Несмотря на видимую противоположность, мужество и страх на самом деле тайно взаимосвязаны; одно предполагает другое, и одно без другого — ничто. Часто случается, что небывалый героизм рождается именно из жесточайших мук, а восхитительная смелость — из запредельного страха. В книге «Нарушая мир» (Disturbing the Peace) Вацлав Гавел делает многозначительное признание. Человек, который имел смелость противостоять тоталитарному режиму своей страны, с риском для своей жизни и свободы, признается, что его «якобы отвага и стойкость вызваны страхом». То есть страхом перед собственной совестью, которой «доставляет удовольствие мучить меня за реальные и мнимые неудачи». Гавел обезоруживающе признается, что все его «героическое время в тюрьме» было «одной сплошной цепью беспокойств, страхов и ужасов». Он вспоминает, что был «напуганным, страшащимся всего ребенком, в замешательстве осознающим свое присутствие на этой земле, боявшимся жизни и вечно сомневающимся в законности своего места в общем порядке вещей». Он не думает, что у него было больше мужества, чем у других, и считает, что большинство его обожателей перенесли бы испытания тюрьмой лучше, чем это получилось у него. «Всякий раз, когда я слышал знакомый крик в коридорах „Гавел!“, меня охватывала паника». Однажды, «когда я услышал, как вот так выкрикнули мое имя, я, не задумываясь, вскочил с кровати и треснулся головой об оконное стекло»

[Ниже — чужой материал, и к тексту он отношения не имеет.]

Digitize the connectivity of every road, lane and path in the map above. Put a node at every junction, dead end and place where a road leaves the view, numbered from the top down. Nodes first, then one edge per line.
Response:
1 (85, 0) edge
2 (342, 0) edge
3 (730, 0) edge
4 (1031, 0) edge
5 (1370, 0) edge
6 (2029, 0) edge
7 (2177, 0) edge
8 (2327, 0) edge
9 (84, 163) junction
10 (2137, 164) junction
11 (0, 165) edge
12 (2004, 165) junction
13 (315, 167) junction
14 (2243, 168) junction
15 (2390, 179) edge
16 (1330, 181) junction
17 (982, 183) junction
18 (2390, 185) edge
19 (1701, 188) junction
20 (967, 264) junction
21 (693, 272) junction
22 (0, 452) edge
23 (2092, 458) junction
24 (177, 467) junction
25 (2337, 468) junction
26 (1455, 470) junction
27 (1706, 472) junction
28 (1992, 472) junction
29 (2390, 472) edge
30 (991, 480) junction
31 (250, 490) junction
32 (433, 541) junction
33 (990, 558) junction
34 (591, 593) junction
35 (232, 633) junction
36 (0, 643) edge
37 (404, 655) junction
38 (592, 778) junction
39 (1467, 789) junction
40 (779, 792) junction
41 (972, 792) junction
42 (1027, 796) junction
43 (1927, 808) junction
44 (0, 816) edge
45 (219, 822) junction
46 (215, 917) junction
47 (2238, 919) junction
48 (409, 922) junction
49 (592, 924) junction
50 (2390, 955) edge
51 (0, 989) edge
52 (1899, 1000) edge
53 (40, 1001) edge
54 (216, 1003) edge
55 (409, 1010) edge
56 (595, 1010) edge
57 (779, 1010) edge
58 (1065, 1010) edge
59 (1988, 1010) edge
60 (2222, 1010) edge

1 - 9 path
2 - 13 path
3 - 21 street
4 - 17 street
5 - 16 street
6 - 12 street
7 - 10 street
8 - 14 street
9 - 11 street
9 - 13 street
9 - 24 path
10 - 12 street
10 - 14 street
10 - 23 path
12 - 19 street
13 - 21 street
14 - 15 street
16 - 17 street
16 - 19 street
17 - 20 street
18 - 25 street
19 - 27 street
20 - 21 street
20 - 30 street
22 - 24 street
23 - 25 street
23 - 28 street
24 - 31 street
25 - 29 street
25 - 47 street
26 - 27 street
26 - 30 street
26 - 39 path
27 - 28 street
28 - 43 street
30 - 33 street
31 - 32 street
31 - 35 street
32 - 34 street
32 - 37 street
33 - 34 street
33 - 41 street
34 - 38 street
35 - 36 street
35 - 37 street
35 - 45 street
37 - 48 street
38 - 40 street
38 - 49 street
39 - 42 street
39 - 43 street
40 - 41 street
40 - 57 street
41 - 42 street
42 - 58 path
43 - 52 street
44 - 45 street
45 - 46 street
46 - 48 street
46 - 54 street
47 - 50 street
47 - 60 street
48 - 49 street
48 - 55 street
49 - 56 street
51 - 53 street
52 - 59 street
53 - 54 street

[305]. Кажется, будто страх и мужество скованы друг с другом, как заключенные. И в таком виде они существуют, так они являются миру. Если один движется в каком-то направлении, другой должен последовать за ним.Укрощение смерти
Сократ-герой, который никогда не чувствовал страха смерти, наверняка выглядел бы великолепно. Это был бы квазибожественный Сократ, поднявшийся над ограничениями биологии и плоти. Однако тот Сократ, которому пришлось вести борьбу, чтобы преодолеть свой страх и обрести мужество в пику своих страданий, еще более славен. В «Апологии» Платона, как, впрочем, и у Ксенофонта, мы видим человека, который вместо того, чтобы опустить руки от осознания надвигающейся смерти, находит силы быстро собраться. И действительно, он превращает обвинителей в своих марионеток, проявляет иронию даже во время судебного разбирательства и, наконец, обманывает своих сограждан, делающих ему величайший подарок, на который он только мог рассчитывать в данной ситуации, о чем я буду говорить ниже.
Вся последняя часть первой речи Сократа (до 36а в тексте Платона) представляет собой изощренный подход к укрощению
смерти. Благодаря великолепному повествованию Платона мы видим Сократа, который постепенно приближается к смерти, шаг за шагом: он осторожно обходит ее вокруг, рассматривает, приближается, смотрит на нее еще раз, подходит еще ближе, привыкает к ней. У Сократа уже были стычки со смертью. Солдат-ветеран, в прошлом он не раз был готов умереть. Он пережил чуму, войны и мир, а также недавние политические бури в Афинах[306]. Но в этот раз все было по-другому: смерть уже не гипотетический риск, а растущая уверенность. Смертельно рисковать и ощущать приближение смерти — две разные вещи.